Amelia’s profile is far more exotic than mine – lucky girl! – but she was surprised to find that she’s only 12% Asian, since she’s been hearing the question “Are you Chinese?” since she was a wee girl. She definitely wasn’t expecting to be 4% Swedish – especially considering I’m not Swedish at all. (I kinda thought I would be, but she got that from her dad.)

Interestingly, my sister is 8% Swedish, and far more English/Welsh than I am – but a good bit less Scots-Irish. It seems counterintuitive, but siblings can have very different DNA profiles. Even though we get half our genes from each of our parents, which of those genes we get is totally random. Cool, huh?

A Facebook friend who works in genetics told me she won’t be spitting into the vial any time soon.
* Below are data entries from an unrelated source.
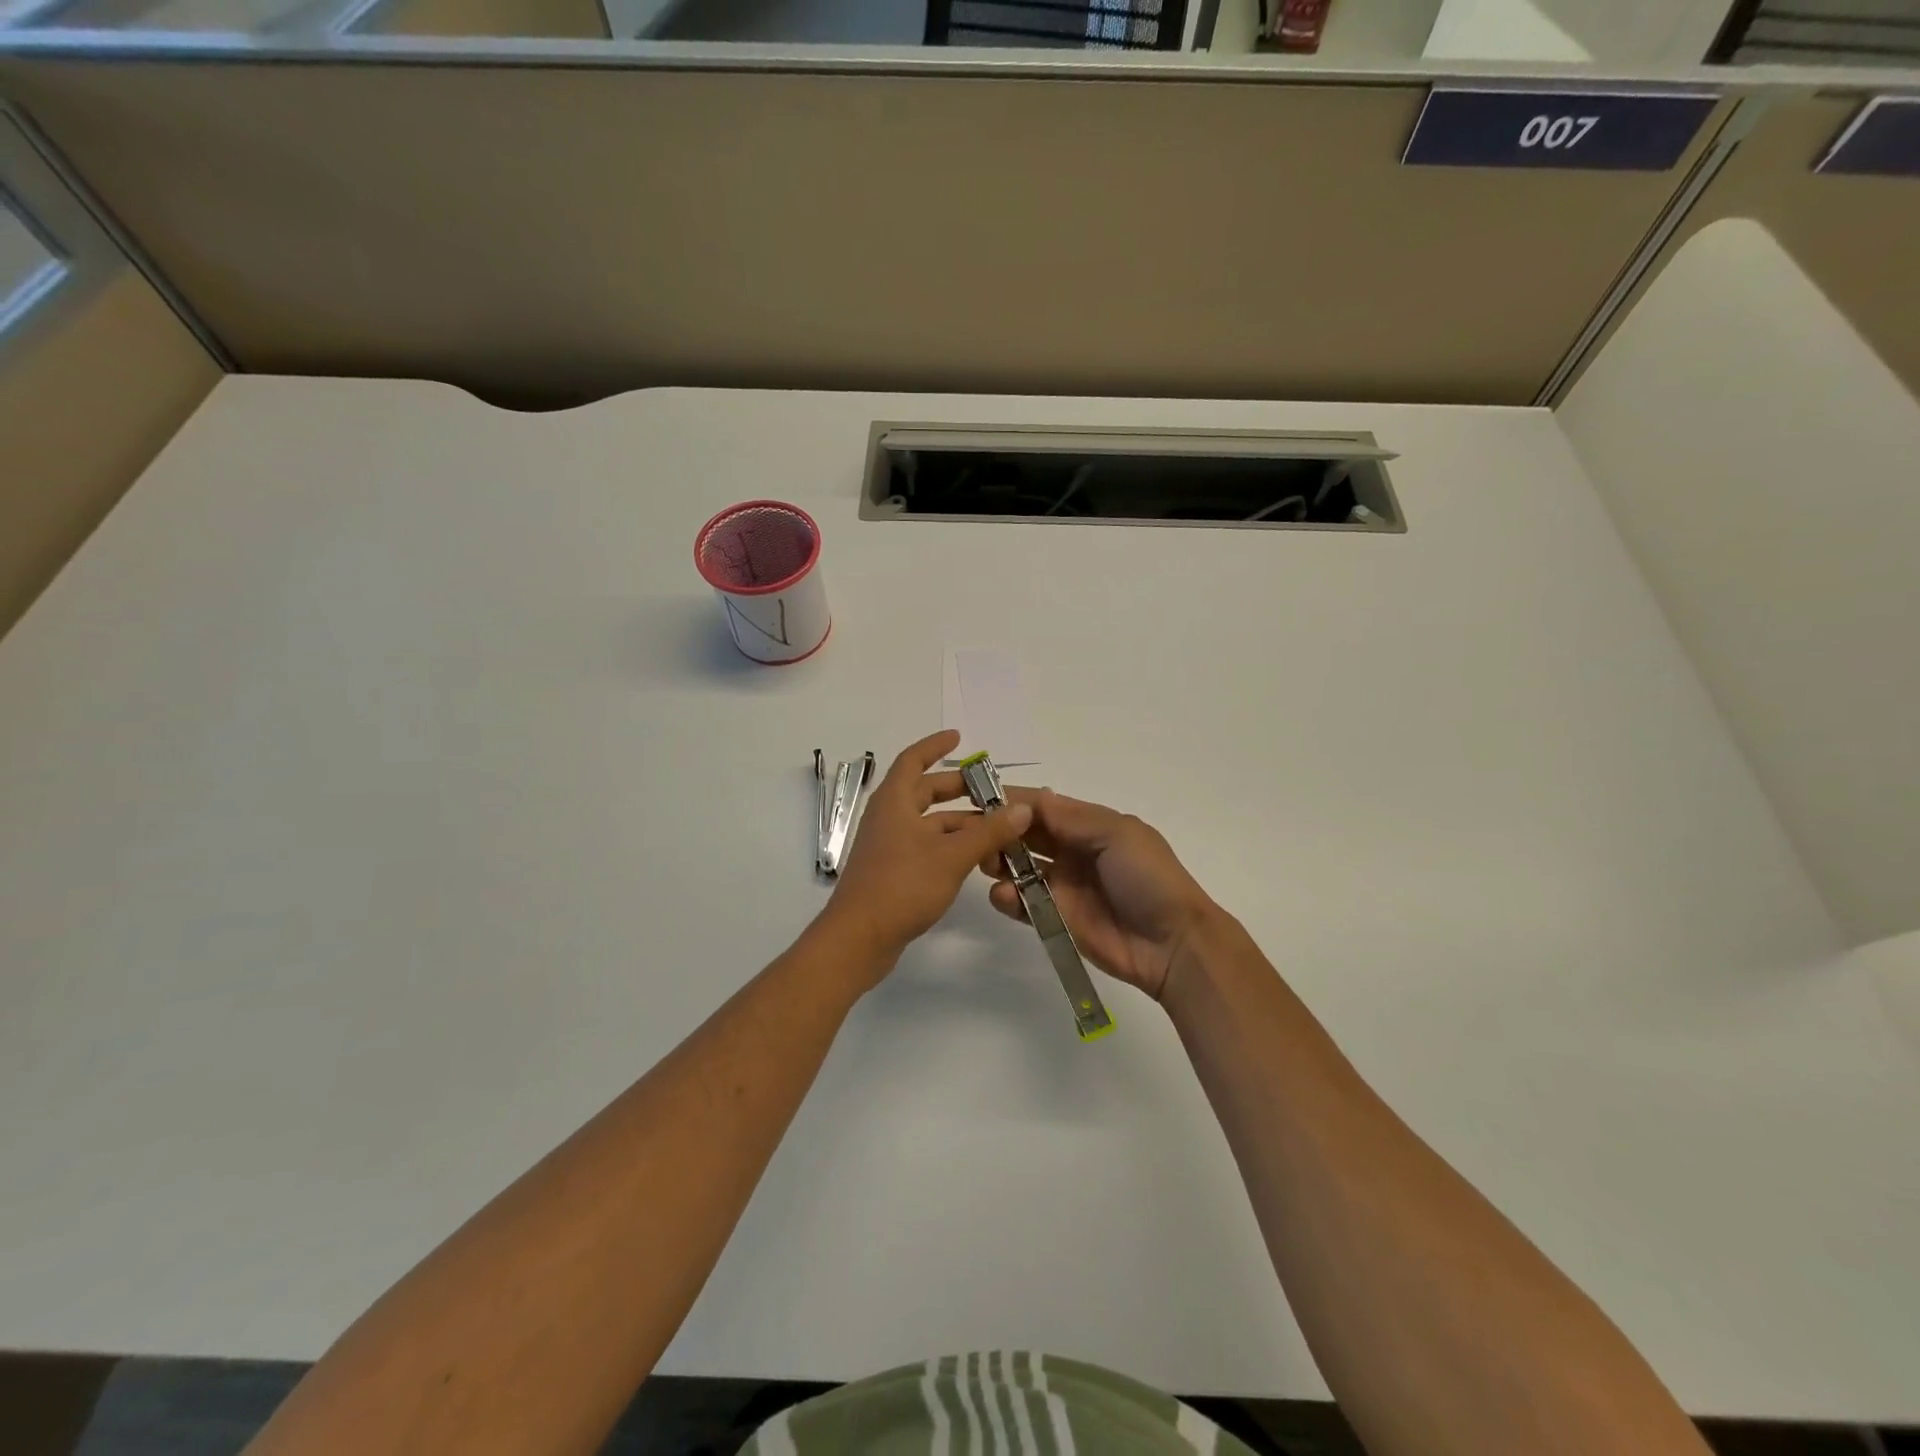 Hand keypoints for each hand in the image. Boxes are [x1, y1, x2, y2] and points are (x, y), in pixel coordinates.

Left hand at [822, 731, 1032, 978]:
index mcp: (894, 802)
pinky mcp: (893, 872)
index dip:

She said she doesn’t trust her industry enough to give them that much information about herself, much less pay them to have it. She may be the smartest kid on the block. There may, indeed, be some terrible, Gattaca-like future awaiting us all thanks to the popularity of Ancestry DNA, 23andMe, and other such companies. But I kind of feel like my decade on Facebook has already rendered me without any real “personal information” to speak of. If I was going to worry about my privacy, I probably should have done so long ago. Like, before I started writing this column.

So, what’s the real draw here? Aside from gaining helpful medical information and finding long-lost relatives, why are Americans so interested in their DNA Stories? Why should we care where our ancestors came from? 

I’m not going to lie. There’s no real “reason,” intellectually speaking. For me, it’s mostly just . . . fun? No, that’s not quite the right word. It’s more than fun. It’s fulfilling. It’s given me a sense of my own history. A sense of belonging. A sense of my place in the world.

Maybe, even in the United States of America – a land of a thousand ethnicities, where all men (and women) are created equal – we crave that connection to our particular roots. Maybe especially in a country like ours, we long to know where we came from.

It also occurs to me that, in a country increasingly obsessed with phrases like “white privilege” and “black lives matter,” the reminder that most of us are really patchwork quilts – lovable mutts and mongrels – can only be a good thing. We were comparing DNA profiles on Facebook last week, and an old friend of mine – a lovely woman with dreadlocks and skin the color of brown sugar – chimed in to say she’s 70% Sub-Saharan African, 10% Native American, and 20% Irish.  

“We’re Celtic sisters!” I wrote. “I’ve always felt that!” she replied.

With our current crisis at the border, it also seems like a good time to remember our collective roots. We are a country forged by pilgrims and refugees, natives and invaders, explorers and exploiters, indentured servants and slaves. Our people come from everywhere – for all kinds of reasons. We are the hopeful, the faithful, the opportunistic, the entrepreneurial, the audacious, the committed, the shameless, the long-suffering, the visionary, the brave. 

This is America the beautiful, and we are a motley crew.